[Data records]
-- Opening Marker --

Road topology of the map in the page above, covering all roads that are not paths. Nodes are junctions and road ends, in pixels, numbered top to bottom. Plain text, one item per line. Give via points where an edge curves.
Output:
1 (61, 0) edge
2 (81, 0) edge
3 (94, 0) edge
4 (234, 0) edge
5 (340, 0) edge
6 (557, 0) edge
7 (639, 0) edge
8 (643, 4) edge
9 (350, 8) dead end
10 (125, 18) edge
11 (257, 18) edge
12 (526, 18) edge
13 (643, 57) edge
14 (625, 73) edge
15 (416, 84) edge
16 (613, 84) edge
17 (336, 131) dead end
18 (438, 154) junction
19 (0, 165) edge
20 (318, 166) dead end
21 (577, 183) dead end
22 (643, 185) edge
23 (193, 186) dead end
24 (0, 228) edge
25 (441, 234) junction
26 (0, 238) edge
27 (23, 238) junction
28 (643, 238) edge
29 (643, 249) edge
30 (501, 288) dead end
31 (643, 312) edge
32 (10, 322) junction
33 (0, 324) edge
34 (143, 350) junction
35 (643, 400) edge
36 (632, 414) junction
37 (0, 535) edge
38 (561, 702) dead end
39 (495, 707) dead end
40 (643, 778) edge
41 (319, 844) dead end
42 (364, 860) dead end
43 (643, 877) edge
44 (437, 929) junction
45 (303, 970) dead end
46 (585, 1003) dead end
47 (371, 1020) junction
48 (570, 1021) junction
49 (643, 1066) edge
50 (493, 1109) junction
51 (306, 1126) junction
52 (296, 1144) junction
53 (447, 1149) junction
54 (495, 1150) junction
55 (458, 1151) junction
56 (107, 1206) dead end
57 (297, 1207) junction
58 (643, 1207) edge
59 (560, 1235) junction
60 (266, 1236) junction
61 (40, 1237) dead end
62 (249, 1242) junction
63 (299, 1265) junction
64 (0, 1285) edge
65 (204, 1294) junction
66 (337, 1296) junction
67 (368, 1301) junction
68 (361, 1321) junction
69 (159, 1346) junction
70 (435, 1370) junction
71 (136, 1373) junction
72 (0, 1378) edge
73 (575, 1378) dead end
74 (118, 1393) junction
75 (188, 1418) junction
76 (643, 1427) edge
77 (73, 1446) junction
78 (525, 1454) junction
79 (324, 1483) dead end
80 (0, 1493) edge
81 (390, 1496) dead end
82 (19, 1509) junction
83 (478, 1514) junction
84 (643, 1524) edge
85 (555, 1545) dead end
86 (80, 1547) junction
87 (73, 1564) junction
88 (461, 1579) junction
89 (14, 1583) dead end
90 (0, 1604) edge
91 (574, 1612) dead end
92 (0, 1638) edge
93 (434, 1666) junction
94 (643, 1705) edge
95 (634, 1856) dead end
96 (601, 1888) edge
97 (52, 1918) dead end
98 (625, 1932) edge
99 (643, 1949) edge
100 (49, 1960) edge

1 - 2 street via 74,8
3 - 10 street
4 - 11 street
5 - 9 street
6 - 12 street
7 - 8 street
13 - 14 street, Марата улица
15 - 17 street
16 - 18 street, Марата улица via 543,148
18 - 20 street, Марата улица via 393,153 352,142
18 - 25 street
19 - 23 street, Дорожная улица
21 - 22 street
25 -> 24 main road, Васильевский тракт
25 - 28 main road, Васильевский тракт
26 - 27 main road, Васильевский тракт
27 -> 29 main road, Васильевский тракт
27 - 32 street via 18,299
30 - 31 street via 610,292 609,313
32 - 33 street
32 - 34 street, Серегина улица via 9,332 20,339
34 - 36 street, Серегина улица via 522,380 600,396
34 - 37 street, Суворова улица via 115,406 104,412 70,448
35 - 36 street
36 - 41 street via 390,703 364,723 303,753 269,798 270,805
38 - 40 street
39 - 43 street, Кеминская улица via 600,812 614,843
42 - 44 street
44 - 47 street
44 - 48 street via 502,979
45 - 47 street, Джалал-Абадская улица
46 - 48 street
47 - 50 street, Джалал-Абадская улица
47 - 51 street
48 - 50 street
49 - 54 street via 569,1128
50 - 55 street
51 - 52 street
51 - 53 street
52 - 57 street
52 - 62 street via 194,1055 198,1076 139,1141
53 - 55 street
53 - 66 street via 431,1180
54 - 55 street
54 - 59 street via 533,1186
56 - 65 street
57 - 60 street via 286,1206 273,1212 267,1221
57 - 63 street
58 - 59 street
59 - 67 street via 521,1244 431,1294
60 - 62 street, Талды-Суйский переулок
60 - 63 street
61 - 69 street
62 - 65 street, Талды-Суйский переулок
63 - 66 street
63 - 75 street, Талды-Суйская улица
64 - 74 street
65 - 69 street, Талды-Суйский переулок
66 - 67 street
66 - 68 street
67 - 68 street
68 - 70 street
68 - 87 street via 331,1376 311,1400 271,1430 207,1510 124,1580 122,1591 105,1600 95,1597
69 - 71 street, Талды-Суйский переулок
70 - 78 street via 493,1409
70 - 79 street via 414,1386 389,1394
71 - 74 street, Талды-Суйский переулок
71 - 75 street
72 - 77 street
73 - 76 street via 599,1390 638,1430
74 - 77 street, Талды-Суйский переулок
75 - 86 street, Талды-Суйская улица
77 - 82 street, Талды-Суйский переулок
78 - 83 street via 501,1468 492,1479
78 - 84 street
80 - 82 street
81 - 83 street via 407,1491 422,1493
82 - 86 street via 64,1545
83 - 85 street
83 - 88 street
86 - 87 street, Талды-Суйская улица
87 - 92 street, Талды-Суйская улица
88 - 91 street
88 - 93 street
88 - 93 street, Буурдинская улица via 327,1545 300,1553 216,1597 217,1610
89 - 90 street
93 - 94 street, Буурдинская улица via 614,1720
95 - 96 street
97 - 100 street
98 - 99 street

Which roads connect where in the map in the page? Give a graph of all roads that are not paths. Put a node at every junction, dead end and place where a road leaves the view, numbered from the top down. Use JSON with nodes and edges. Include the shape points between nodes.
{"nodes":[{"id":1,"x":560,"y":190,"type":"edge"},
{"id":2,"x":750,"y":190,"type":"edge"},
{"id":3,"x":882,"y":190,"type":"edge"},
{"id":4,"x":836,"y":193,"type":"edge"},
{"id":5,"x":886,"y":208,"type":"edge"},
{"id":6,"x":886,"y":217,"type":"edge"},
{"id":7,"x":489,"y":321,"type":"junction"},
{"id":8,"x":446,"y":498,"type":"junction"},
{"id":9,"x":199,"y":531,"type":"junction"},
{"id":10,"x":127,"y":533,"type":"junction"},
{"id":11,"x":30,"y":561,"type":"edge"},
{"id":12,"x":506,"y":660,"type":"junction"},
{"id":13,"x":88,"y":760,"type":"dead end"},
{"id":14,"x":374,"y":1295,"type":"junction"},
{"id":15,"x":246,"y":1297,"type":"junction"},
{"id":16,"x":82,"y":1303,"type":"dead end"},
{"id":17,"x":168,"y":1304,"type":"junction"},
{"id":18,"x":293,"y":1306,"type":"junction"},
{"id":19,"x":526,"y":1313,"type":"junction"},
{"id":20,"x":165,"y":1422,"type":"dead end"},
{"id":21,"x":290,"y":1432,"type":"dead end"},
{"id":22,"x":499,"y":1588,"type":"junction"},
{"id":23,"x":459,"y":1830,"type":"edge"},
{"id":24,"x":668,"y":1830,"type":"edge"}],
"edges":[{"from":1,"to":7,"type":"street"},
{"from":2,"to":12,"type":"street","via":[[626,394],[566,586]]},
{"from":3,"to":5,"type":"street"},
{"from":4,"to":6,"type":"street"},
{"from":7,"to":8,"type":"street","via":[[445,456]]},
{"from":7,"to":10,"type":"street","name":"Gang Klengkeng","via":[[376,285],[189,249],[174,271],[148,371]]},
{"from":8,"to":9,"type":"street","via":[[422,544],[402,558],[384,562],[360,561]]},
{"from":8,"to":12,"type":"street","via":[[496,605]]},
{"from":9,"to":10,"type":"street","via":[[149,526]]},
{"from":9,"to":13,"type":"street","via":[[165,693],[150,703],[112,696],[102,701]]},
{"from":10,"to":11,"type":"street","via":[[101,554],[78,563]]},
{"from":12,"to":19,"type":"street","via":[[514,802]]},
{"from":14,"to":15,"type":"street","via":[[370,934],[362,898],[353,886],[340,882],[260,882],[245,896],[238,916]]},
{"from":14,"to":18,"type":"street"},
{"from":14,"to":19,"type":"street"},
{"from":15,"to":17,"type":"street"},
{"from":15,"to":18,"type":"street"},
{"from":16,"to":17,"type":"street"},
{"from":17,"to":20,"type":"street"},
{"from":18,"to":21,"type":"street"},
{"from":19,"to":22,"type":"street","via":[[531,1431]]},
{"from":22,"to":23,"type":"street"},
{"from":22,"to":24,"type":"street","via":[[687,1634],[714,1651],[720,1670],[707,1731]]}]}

-- Closing Marker --

_Problem statement_:
Every line above that holds "тракт" should be copied out.

_Result of the task_:
25 -> 24 main road, Васильевский тракт
25 - 28 main road, Васильевский тракт
26 - 27 main road, Васильевский тракт
27 -> 29 main road, Васильевский тракт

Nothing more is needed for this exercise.